DATA RECORDS below:

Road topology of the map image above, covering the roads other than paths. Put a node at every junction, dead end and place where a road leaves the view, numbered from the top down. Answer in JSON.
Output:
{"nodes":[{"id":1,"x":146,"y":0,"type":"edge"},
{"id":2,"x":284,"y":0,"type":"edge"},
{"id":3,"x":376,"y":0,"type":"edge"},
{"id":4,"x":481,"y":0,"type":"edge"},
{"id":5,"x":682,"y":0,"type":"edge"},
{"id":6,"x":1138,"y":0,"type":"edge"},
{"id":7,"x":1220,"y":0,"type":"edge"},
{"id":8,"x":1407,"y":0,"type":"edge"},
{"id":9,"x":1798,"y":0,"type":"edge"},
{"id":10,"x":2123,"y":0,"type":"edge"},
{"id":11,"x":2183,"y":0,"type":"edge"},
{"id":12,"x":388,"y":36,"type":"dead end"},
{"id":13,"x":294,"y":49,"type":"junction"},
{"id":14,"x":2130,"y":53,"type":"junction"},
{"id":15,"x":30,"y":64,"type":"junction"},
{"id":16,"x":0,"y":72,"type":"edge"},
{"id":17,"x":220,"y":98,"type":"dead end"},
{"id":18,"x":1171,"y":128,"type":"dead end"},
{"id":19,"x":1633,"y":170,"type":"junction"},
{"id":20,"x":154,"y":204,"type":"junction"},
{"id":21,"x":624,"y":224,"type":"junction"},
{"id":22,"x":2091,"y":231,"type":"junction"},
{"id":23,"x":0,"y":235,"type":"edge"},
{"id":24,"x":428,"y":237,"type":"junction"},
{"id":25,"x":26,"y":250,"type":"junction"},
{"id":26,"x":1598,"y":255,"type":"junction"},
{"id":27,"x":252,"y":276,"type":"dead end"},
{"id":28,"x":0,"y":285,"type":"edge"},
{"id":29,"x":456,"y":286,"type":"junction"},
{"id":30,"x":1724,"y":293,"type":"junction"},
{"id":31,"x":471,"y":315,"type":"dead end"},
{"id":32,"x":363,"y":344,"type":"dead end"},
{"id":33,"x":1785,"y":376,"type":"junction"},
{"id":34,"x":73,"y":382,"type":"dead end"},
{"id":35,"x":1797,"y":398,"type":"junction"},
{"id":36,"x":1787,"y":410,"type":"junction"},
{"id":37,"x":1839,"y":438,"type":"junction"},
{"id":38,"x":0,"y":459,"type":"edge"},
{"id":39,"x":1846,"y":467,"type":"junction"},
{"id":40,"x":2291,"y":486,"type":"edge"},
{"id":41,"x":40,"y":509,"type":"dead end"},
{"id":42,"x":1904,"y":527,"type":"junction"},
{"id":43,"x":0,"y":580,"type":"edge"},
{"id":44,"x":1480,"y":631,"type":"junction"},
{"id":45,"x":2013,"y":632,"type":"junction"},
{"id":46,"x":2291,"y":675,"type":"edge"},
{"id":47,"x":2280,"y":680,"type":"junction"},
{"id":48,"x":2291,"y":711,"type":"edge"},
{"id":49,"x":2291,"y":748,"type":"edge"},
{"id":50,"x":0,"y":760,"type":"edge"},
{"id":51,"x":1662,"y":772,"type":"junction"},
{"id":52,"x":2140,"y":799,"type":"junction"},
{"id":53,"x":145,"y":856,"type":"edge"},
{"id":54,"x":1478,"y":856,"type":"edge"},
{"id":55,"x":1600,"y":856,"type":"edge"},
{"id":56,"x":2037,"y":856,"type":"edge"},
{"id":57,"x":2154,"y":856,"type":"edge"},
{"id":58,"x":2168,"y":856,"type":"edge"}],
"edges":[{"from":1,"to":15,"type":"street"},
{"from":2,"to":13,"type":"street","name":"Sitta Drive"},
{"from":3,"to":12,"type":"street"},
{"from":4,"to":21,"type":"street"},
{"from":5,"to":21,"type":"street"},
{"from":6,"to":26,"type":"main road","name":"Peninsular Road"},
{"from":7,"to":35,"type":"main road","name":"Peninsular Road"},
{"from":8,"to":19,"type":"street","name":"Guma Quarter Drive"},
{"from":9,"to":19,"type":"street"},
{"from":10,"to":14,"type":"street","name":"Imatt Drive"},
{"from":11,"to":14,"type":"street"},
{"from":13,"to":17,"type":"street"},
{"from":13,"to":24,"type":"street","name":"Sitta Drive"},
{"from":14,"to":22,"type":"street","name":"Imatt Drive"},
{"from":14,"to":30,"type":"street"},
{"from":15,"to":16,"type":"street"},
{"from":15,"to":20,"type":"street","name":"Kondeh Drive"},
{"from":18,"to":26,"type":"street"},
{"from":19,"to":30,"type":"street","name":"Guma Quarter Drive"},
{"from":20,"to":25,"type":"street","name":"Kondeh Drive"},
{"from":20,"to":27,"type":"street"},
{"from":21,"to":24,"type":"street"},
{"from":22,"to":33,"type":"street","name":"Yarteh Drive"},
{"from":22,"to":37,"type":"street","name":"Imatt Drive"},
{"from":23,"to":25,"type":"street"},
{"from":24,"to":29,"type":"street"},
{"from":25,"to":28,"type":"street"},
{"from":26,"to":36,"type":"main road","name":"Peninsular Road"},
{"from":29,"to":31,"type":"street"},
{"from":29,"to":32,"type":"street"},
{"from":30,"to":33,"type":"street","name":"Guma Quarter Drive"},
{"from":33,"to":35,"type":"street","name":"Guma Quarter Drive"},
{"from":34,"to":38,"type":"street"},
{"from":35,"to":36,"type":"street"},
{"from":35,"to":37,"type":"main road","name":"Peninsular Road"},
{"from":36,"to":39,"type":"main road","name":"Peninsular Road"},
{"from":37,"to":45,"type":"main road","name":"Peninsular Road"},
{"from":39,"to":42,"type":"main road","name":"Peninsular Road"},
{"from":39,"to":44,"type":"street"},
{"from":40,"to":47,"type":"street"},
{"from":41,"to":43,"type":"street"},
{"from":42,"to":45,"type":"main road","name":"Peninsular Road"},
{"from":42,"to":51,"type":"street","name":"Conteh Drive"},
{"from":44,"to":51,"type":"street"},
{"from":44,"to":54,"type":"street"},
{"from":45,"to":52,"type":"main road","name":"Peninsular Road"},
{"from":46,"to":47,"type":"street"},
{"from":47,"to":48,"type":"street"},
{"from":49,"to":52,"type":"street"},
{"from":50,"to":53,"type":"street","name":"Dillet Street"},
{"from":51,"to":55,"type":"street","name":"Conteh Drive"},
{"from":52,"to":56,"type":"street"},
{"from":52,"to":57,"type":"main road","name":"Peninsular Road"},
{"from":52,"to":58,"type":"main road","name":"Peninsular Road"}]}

End of DATA RECORDS.

*THE PROBLEM*
Copy out all lines from the records where the word "road" appears.

*TASK ANSWER*
Road topology of the map image above, covering the roads other than paths. Put a node at every junction, dead end and place where a road leaves the view, numbered from the top down. Answer in JSON.
{"from":6,"to":26,"type":"main road","name":"Peninsular Road"},
{"from":7,"to":35,"type":"main road","name":"Peninsular Road"},
{"from":26,"to":36,"type":"main road","name":"Peninsular Road"},
{"from":35,"to":37,"type":"main road","name":"Peninsular Road"},
{"from":36,"to":39,"type":"main road","name":"Peninsular Road"},
{"from":37,"to":45,"type":"main road","name":"Peninsular Road"},
{"from":39,"to":42,"type":"main road","name":"Peninsular Road"},
{"from":42,"to":45,"type":"main road","name":"Peninsular Road"},
{"from":45,"to":52,"type":"main road","name":"Peninsular Road"},
{"from":52,"to":57,"type":"main road","name":"Peninsular Road"},
{"from":52,"to":58,"type":"main road","name":"Peninsular Road"}]}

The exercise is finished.